After months of delays and uncertainty, the Trump administration says it has agreed on the ‘framework’ for a deal with China to keep TikTok operating in the US.
Most of the details of the purported agreement are still unknown, including which investors will be buying TikTok’s US assets, or whether TikTok’s powerful recommendation algorithm will be part of the transaction.
But the deal will be confirmed by President Donald Trump and Chinese President Xi Jinping following a phone call on Friday, US Treasury Secretary Scott Bessent said.
“We’re not going to talk about the commercial terms of the deal. It’s between two private parties, but the commercial terms have been agreed upon,” the Wall Street Journal quoted Bessent as saying in Madrid on Monday (September 15), where he led a US delegation in trade talks with China.
The announcement of a deal comes just two days before a September 17 deadline for the US’s “divest-or-ban” law, which requires TikTok to sell its US operations or face an effective ban on operating in the US.
The law, passed by a bipartisan majority in Congress and signed by then-President Joe Biden, was triggered by national security concerns and fears that TikTok has been giving the Chinese Communist Party access to US users’ private data – something the social media company has vehemently denied.

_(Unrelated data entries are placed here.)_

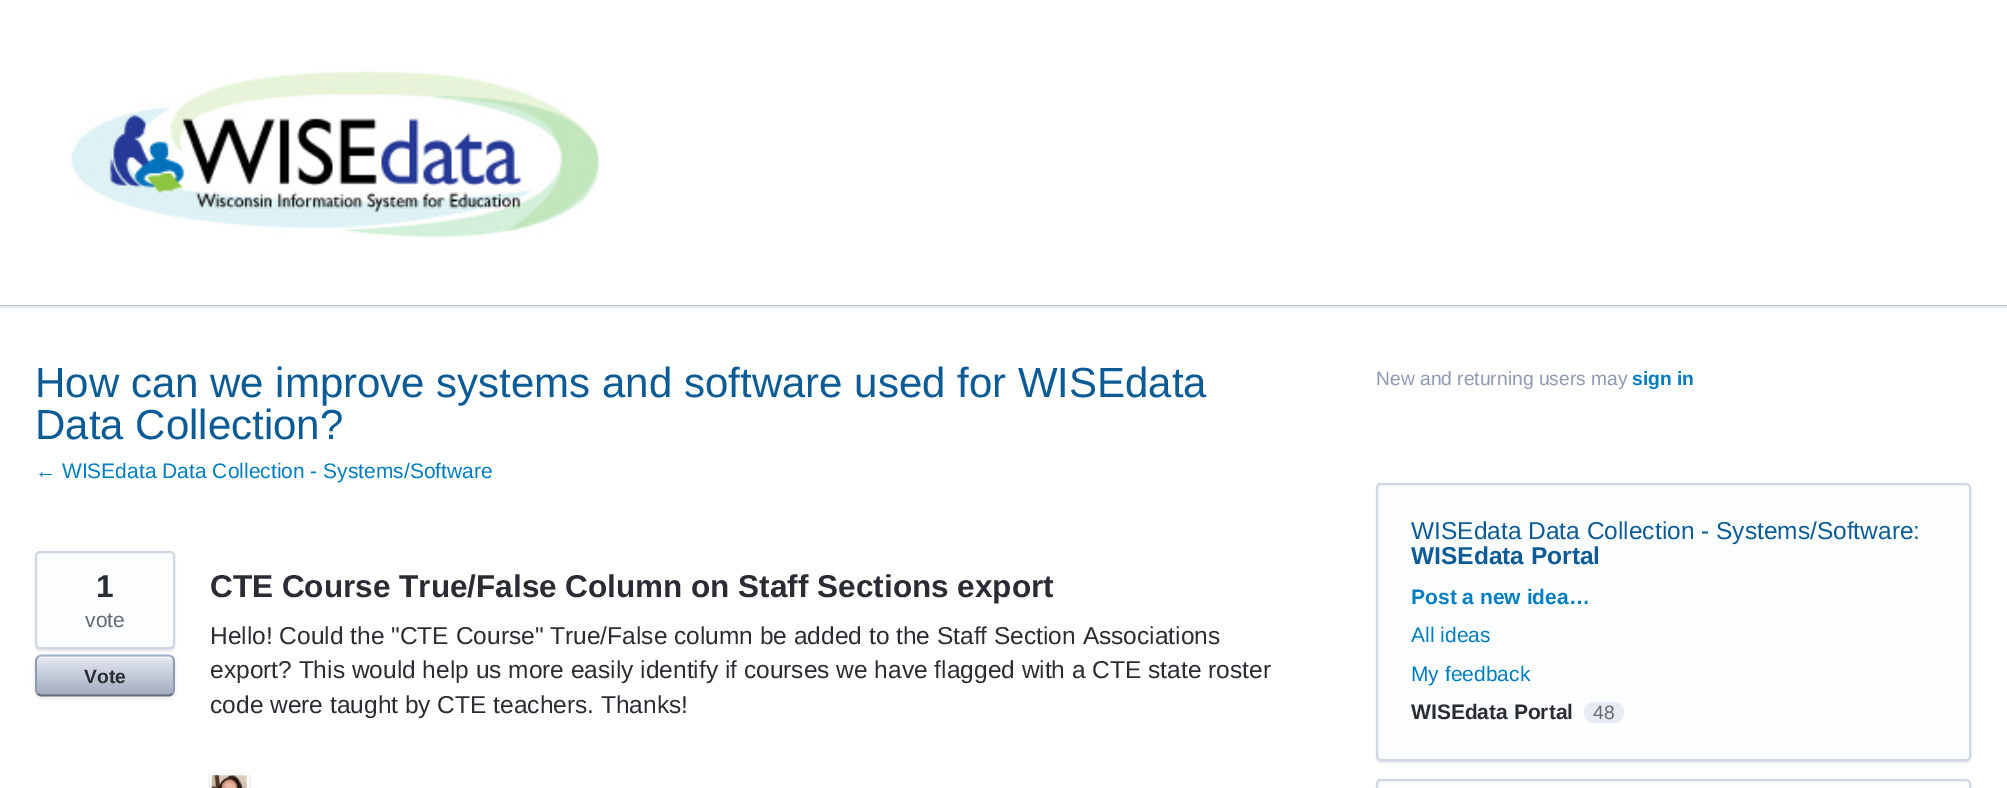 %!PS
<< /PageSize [2007 788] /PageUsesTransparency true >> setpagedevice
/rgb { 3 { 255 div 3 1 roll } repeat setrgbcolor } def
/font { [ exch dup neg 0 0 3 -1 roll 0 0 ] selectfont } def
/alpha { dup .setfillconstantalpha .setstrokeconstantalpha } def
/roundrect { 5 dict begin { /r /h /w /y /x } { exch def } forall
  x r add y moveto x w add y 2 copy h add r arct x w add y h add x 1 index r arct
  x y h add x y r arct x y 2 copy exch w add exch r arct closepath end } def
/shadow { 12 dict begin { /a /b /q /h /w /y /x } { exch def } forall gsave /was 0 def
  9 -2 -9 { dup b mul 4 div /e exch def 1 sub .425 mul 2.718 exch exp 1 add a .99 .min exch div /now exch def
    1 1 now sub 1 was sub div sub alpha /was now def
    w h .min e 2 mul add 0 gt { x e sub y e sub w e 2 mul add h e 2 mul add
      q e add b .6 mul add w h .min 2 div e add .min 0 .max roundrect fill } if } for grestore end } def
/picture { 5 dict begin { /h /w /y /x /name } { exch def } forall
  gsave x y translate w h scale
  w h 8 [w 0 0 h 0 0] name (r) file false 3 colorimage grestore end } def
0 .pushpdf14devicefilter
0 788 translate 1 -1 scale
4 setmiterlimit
255 255 255 rgb
0 0 2007 788 rectfill
191 191 191 rgb
0 305 2007 1 rectfill
(img/1.rgb) 71 71 530 167 picture
227 232 242 rgb
0 306 2007 2 rectfill
0 0 0 rgb
35 553 140 98 5 1 0.1 shadow
252 253 255 rgb
36 552 138 96 4 roundrect gsave fill grestore
207 215 230 rgb
2 setlinewidth
stroke
gsave
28 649 moveto 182 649 lineto 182 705 lineto 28 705 lineto closepath 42 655 moveto 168 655 lineto 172 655 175 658 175 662 curveto 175 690 lineto 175 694 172 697 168 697 curveto 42 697 lineto 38 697 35 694 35 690 curveto 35 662 lineto 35 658 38 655 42 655 curveto closepath eoclip newpath
0 0 0 rgb
35 656 140 42 7 2 0.1 shadow
grestore
gsave 37 656 136 39 5 roundrect clip newpath
<< /ShadingType 2 /ColorSpace /DeviceRGB /Coords [37 656 37 695] /Extend [true true] /Function << /FunctionType 2 /Domain [0 1] /C0 [0.902 0.918 0.949] /C1 [0.635 0.675 0.749] /N 1 >> >> shfill grestore
0.5 alpha
255 255 255 rgb
42 658 moveto 168 658 lineto 171 658 173 660 173 663 curveto 173 661 lineto 173 658 171 656 168 656 curveto 42 656 lineto 39 656 37 658 37 661 curveto 37 663 lineto 37 660 39 658 42 658 curveto closepath fill
1 alpha
163 177 204 rgb
1.8 setlinewidth
37.5 657 moveto 39 656 40.5 655.5 42 655.5 curveto 168 655.5 lineto 169.5 655.5 171 656 172.5 657 curveto stroke
143 155 179 rgb
172.5 657 moveto 173.5 658.5 174 660 174 661.5 curveto 174 689.5 lineto 174 691 173.5 692.5 172.5 694 curveto stroke
102 111 128 rgb
172.5 694 moveto 171 695 169.5 695.5 168 695.5 curveto 42 695.5 lineto 40.5 695.5 39 695 37.5 694 curveto stroke
143 155 179 rgb
37.5 694 moveto 36.5 692.5 36 691 36 689.5 curveto 36 661.5 lineto 36 660 36.5 658.5 37.5 657 curveto stroke
0 0 0 rgb
210 775 39 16 0 1 0.25 shadow
255 255 255 rgb
2 setlinewidth
211 775 37 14 rectstroke
(img/2.rgb) 211 775 36 13 picture
0 0 0 rgb
1376 485 595 278 5 1 0.1 shadow
252 253 255 rgb
1377 484 593 276 4 roundrect gsave fill grestore
207 215 230 rgb
stroke
231 234 242 rgb
1584 702 40 21 10.5 roundrect fill
0 0 0 rgb
1376 781 595 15 5 1 0.1 shadow
252 253 255 rgb
1377 780 593 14 4 roundrect gsave fill grestore
207 215 230 rgb
stroke
/LiberationSans-Regular 42 font
12 91 148 rgb
35 397 moveto (How can we improve systems and software used for WISEdata) show
35 439 moveto (Data Collection?) show
/LiberationSans-Regular 21 font
0 125 191 rgb
35 478 moveto (← WISEdata Data Collection - Systems/Software) show
/LiberationSans-Bold 31.5 font
41 44 51 rgb
96 597 moveto (1) show
/LiberationSans-Regular 21 font
97 105 115 rgb
85 627 moveto (vote) show
/LiberationSans-Bold 19.25 font
41 44 51 rgb
84 683 moveto (Vote) show
/LiberationSans-Bold 31.5 font
210 597 moveto (CTE Course True/False Column on Staff Sections export) show
/LiberationSans-Regular 24.5 font
[
  [(Hello! Could the "CTE Course" True/False column be added to the Staff Section Associations) 210 644]
  [(export? This would help us more easily identify if courses we have flagged with a CTE state roster) 210 678]
  [(code were taught by CTE teachers. Thanks!) 210 713]
] { aload pop moveto show } forall
/LiberationSans-Regular 19.25 font
143 155 179 rgb
1376 385 moveto (New and returning users may) show
/LiberationSans-Bold 19.25 font
0 125 191 rgb
1632 385 moveto (sign in) show
/LiberationSans-Regular 24.5 font
12 91 148 rgb
1411 539 moveto (WISEdata Data Collection - Systems/Software:) show
/LiberationSans-Bold 24.5 font
1411 564 moveto (WISEdata Portal) show
/LiberationSans-Bold 21 font
0 125 191 rgb
1411 604 moveto (Post a new idea…) show
/LiberationSans-Regular 21 font
1411 642 moveto (All ideas) show
1411 681 moveto (My feedback) show
/LiberationSans-Bold 21 font
41 44 51 rgb
1411 719 moveto (WISEdata Portal) show
/LiberationSans-Regular 19.25 font
97 105 115 rgb
1593 719 moveto (48) show
.poppdf14devicefilter showpage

The law was originally meant to go into effect in January, and the app briefly went dark for US users at that time. But it came back to life after President Trump, in one of the first actions of his second term in office, ordered a 75-day delay on implementing the law. This was in order to give time for American investors to come up with a bid for TikTok.
Amid apparently stalled negotiations, Trump extended the deadline two more times, most recently to September 17. US Trade Representative Jamieson Greer told media on Monday that, with the exception of giving the parties more time to finalize the deal, there would be no more extensions, the WSJ reported.
“It’s between two private parties, but the commercial terms have been agreed upon.”
US Treasury Secretary Scott Bessent
Media reports suggested that China was resistant to the idea of selling TikTok’s US operations, and may have stood in the way of earlier bids. Notably, TikTok’s recommendation algorithm is on China’s export-control list.
The WSJ suggested that China dropped its opposition to the sale in exchange for concessions on other US-China issues, including the agenda for a possible meeting between Trump and Xi this fall.
While little is known about who will acquire TikTok’s US operations, there is broad agreement that it will in some way include Oracle CEO Larry Ellison, who briefly became the richest person in the world last week when Oracle stock soared.
Oracle has worked with TikTok in the US for years, including providing the social media platform with data storage inside the US, and, as CNN noted, the company was part of a short-lived bid to buy the social media app in 2020, when President Trump – then in his first term – was pushing for a TikTok ban at the time.
(Despite his earlier opposition to TikTok, Trump warmed to the platform during the 2024 election campaign, and vowed to keep it operational in the US. Last month, the White House officially joined TikTok.)
Oracle has been among the companies most commonly tipped to take control of TikTok in the US. It had put together a bid as part of a consortium with tech giant Andreessen Horowitz and investment giant Blackstone, though Blackstone reportedly backed out of the bid in July.
Other investors tipped to be interested in TikTok include Amazon, Microsoft, and a consortium that includes Reddit co-founder Alexis Ohanian and former LA Dodgers owner Frank McCourt.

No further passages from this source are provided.